There is a reason that the Bible talks about leaving your father and mother and cleaving to your spouse. It does not mean just leaving the home, nor is it so drastic that it speaks of leaving that relationship completely. Rather, it is finding a middle ground. One relationship is altered as a new one begins. Our parents still deserve our honor and respect, but now there is a spouse to be the one to lean on, grow with, make decisions with and honor. One is different, one is new.
Remember that our marriages are patterned after the relationship between the church and Jesus. Husbands are called to love their wives like their own flesh, and wives are called to respect their husbands. Meaning that, after the Lord, the spouse is the first priority.

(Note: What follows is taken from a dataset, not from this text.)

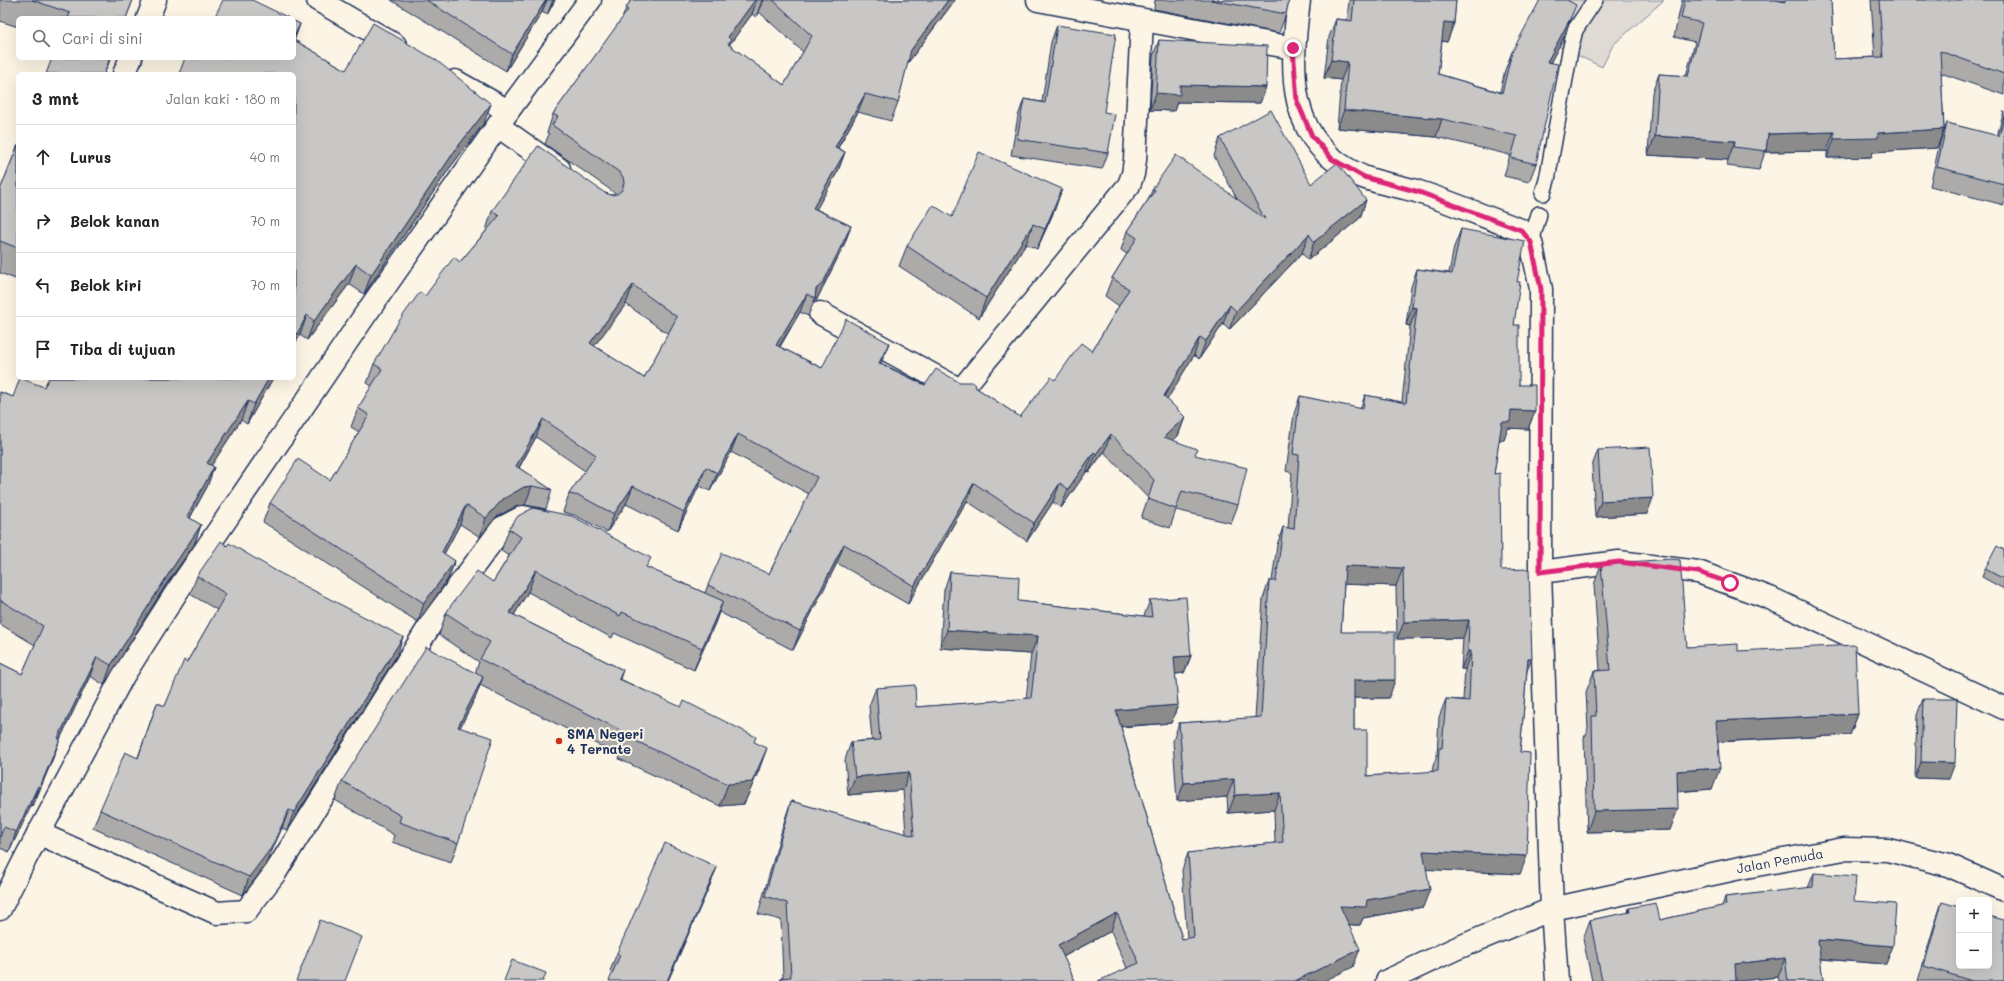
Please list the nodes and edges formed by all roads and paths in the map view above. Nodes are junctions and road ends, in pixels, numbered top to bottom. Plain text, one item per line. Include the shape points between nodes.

Now, and this is the tough part, this is not just an adjustment that the newlyweds have to make. Their parents have to find a new balance too. And that can be the toughest adjustment of all. Letting someone else take priority in your child's life can be threatening as well as sad. If a parent is not prepared for that transition it can cause trouble in the marriage. And we are the ones left to face the fallout.
It is for this reason that we must strive even harder to find the balance and RESPECTFULLY implement that balance on every relationship. We can still respect and honor our parents without following their every direction and suggestion to the detriment of our marriage.
It is all about balance!
Is there a "leaving" issue you have not been brave enough to conquer yet? Confess it to your spouse today and resolve to make it right. The oneness of your marriage is dependent upon it. Follow this with a commitment to your spouse and to God to make your marriage the top priority over every other human relationship.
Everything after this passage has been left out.